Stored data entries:
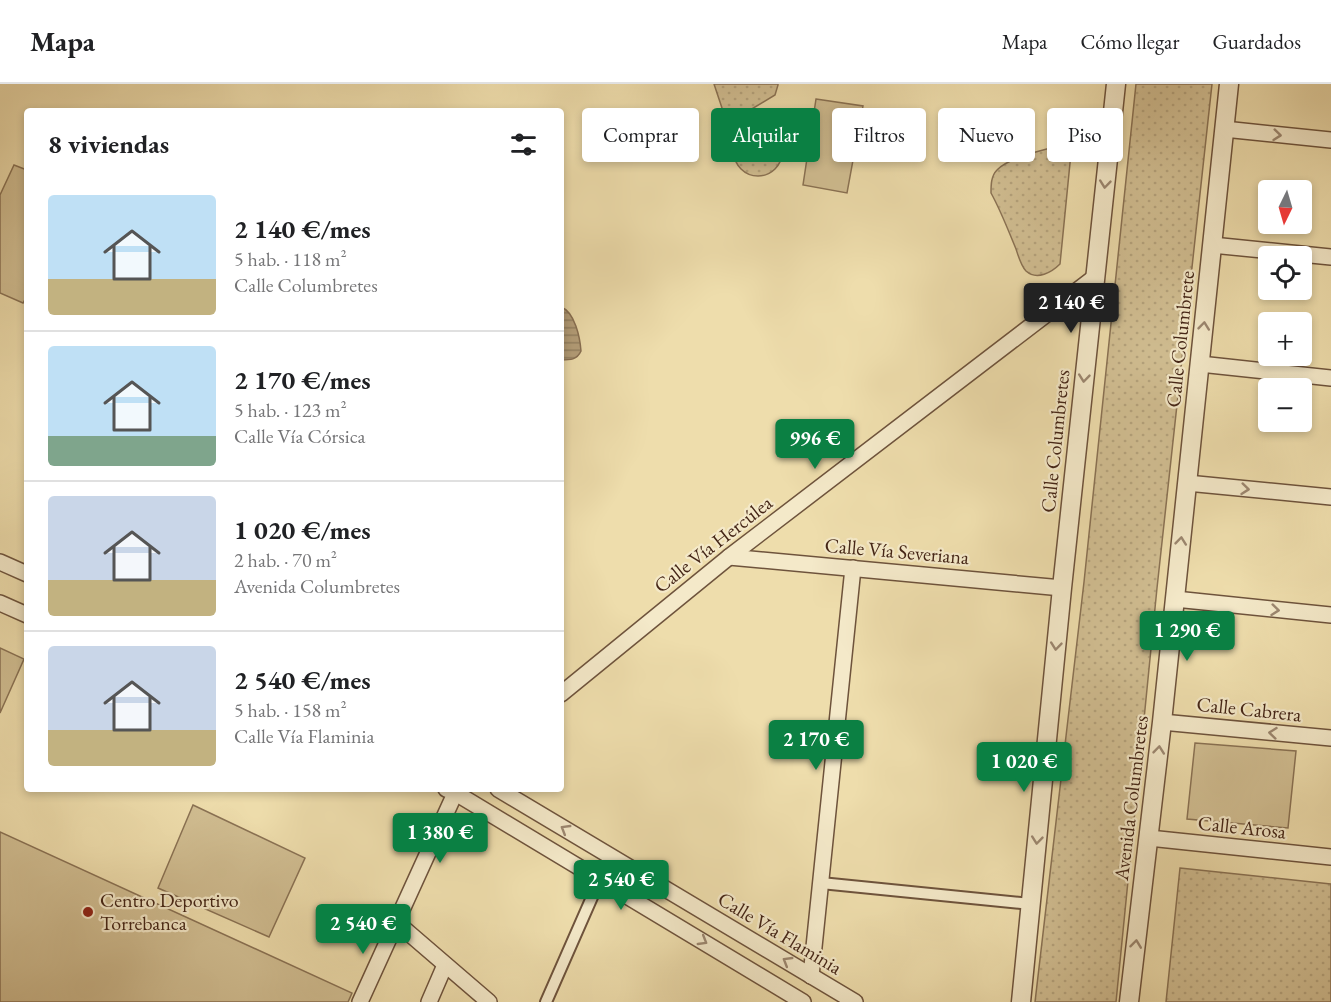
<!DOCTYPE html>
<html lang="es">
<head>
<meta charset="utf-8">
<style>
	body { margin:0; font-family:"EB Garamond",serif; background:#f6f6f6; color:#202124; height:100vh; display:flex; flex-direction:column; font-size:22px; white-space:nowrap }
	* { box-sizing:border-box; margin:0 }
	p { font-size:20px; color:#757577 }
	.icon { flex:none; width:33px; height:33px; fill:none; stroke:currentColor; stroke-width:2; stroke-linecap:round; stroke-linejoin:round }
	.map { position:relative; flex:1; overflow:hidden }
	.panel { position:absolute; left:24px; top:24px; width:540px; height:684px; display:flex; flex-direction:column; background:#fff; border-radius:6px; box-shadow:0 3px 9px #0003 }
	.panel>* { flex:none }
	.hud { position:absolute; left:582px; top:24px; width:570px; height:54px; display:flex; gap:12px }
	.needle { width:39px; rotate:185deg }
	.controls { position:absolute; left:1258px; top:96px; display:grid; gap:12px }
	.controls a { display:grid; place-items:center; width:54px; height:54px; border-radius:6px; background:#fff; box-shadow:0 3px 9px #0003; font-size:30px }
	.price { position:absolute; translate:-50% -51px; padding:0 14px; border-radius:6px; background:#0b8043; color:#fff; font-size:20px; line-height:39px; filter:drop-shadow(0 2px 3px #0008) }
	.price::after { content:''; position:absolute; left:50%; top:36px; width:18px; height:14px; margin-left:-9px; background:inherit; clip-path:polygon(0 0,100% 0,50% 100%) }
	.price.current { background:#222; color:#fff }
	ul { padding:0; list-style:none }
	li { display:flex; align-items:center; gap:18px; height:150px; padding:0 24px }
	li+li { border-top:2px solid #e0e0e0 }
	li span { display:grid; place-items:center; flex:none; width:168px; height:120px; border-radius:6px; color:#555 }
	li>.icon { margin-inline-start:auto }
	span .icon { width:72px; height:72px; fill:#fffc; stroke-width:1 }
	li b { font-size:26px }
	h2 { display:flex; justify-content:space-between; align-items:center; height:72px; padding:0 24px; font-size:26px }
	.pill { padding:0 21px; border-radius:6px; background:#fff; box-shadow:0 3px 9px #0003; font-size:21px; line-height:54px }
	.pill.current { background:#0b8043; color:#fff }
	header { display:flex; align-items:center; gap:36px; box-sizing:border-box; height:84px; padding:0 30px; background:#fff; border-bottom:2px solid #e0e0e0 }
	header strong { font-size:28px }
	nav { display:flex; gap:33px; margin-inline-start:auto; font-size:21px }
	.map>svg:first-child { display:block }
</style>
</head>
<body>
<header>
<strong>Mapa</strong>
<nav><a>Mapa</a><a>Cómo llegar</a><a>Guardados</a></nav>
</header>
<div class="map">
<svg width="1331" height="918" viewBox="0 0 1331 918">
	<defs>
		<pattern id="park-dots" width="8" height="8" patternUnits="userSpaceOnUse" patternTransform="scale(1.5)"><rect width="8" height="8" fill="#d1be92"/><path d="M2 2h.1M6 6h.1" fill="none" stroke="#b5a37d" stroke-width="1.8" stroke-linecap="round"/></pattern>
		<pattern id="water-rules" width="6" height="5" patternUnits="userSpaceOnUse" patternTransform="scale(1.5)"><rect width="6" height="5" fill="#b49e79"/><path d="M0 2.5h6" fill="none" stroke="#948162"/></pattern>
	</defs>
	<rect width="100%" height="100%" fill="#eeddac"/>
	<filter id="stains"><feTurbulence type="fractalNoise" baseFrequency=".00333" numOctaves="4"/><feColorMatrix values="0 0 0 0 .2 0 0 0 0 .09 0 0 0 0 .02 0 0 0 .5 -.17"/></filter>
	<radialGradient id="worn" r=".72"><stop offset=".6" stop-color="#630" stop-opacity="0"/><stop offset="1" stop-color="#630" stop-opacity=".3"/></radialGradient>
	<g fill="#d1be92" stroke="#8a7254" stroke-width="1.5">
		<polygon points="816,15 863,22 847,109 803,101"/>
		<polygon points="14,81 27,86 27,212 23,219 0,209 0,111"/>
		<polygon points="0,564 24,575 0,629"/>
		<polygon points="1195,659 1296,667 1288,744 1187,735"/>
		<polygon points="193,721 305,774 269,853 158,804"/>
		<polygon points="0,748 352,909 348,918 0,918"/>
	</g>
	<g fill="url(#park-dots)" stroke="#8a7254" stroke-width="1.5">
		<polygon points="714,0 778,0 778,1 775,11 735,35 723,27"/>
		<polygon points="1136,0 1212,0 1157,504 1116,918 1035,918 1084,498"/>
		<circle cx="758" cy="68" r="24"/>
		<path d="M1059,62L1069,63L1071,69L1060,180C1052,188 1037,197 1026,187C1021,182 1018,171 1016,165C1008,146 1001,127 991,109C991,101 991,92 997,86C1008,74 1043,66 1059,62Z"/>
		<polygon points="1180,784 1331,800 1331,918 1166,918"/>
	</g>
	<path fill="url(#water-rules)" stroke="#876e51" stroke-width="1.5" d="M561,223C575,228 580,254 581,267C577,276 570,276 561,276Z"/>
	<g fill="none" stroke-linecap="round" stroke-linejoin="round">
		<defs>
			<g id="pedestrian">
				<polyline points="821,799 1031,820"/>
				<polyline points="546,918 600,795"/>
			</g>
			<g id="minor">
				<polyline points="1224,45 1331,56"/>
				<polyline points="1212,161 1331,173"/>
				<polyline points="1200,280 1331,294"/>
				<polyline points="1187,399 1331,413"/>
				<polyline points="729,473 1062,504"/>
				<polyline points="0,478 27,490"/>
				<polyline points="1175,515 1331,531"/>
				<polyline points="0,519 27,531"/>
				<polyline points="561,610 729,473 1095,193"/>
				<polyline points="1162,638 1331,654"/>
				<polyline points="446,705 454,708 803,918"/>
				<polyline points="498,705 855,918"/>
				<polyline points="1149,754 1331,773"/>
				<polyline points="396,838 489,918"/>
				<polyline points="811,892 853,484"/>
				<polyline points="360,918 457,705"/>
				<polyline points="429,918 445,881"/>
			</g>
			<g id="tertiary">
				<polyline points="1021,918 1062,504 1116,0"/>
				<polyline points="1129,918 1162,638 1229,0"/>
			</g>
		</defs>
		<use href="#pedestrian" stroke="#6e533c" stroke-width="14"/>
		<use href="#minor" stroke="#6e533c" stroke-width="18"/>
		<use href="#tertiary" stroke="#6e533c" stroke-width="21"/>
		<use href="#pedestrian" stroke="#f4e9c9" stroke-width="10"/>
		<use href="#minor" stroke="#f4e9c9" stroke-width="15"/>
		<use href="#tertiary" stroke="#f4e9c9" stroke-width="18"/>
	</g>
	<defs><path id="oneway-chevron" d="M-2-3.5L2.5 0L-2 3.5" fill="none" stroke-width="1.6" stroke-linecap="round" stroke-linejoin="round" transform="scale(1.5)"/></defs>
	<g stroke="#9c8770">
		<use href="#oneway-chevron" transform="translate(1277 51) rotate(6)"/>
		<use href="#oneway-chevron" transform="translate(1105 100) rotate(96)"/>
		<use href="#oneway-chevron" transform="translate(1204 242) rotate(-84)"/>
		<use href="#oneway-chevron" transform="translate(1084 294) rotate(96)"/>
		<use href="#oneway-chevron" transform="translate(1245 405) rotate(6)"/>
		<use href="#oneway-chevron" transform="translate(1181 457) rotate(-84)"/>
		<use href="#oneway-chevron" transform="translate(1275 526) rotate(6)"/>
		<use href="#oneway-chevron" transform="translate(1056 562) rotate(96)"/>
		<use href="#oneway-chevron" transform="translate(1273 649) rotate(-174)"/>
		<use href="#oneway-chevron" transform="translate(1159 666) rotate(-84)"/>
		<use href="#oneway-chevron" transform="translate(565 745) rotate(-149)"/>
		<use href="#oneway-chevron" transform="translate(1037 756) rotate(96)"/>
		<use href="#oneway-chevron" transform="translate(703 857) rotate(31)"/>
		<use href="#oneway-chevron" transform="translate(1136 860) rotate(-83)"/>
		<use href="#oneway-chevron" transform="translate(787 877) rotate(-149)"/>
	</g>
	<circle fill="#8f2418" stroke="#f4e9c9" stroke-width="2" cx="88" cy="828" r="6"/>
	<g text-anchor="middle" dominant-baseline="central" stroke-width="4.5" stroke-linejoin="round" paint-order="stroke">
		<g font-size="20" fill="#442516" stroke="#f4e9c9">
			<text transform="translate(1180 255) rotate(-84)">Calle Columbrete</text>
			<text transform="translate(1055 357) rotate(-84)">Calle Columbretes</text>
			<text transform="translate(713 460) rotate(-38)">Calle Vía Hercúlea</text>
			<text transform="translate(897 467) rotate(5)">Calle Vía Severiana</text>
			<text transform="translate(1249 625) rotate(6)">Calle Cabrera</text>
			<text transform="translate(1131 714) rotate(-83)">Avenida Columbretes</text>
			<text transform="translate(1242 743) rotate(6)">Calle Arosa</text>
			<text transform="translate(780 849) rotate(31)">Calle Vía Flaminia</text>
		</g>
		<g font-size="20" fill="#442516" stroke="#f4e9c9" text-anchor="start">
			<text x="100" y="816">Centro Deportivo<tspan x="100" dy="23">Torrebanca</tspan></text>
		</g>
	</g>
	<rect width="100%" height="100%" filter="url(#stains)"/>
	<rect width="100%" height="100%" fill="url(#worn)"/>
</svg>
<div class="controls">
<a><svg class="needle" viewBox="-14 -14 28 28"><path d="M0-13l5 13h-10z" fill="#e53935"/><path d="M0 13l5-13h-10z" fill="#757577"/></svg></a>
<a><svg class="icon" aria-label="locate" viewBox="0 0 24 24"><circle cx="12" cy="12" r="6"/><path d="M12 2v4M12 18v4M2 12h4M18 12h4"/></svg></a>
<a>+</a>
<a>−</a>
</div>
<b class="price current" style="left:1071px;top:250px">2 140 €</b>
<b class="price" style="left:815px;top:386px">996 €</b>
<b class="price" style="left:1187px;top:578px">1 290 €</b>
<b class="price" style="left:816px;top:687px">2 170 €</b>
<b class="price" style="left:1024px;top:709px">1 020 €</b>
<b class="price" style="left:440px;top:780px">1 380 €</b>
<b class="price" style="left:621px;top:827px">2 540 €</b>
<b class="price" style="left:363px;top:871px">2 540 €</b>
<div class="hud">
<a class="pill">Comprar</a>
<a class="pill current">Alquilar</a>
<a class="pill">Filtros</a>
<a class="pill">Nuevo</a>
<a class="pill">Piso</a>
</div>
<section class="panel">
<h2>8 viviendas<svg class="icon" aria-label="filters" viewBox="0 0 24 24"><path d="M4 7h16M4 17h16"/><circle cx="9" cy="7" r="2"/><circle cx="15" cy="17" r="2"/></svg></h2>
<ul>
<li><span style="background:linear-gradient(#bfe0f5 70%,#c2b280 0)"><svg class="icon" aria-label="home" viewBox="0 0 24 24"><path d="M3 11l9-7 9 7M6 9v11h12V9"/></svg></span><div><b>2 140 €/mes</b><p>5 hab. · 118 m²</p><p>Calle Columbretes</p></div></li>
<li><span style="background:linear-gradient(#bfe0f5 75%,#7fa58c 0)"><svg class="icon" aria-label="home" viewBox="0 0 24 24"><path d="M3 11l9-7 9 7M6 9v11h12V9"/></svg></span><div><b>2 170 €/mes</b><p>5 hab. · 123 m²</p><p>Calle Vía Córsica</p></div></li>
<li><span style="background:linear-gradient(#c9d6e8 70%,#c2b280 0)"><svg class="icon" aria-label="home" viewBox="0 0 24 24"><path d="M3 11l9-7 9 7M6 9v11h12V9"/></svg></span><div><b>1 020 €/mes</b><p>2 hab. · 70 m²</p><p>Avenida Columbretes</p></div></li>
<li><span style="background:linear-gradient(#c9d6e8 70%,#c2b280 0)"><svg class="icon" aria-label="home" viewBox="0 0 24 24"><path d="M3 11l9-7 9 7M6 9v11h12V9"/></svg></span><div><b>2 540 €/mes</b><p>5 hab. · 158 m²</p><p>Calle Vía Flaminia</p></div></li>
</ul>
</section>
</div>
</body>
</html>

• [What is needed]: Copy out only the lines of the records above from the one with "display:grid; place-items:center; width:54px;" through the one with "position:absolute; translate:-50% -51px;", exactly as they stand, both included.

• [Result of this task]:
	.controls a { display:grid; place-items:center; width:54px; height:54px; border-radius:6px; background:#fff; box-shadow:0 3px 9px #0003; font-size:30px }
	.price { position:absolute; translate:-50% -51px; padding:0 14px; border-radius:6px; background:#0b8043; color:#fff; font-size:20px; line-height:39px; filter:drop-shadow(0 2px 3px #0008) }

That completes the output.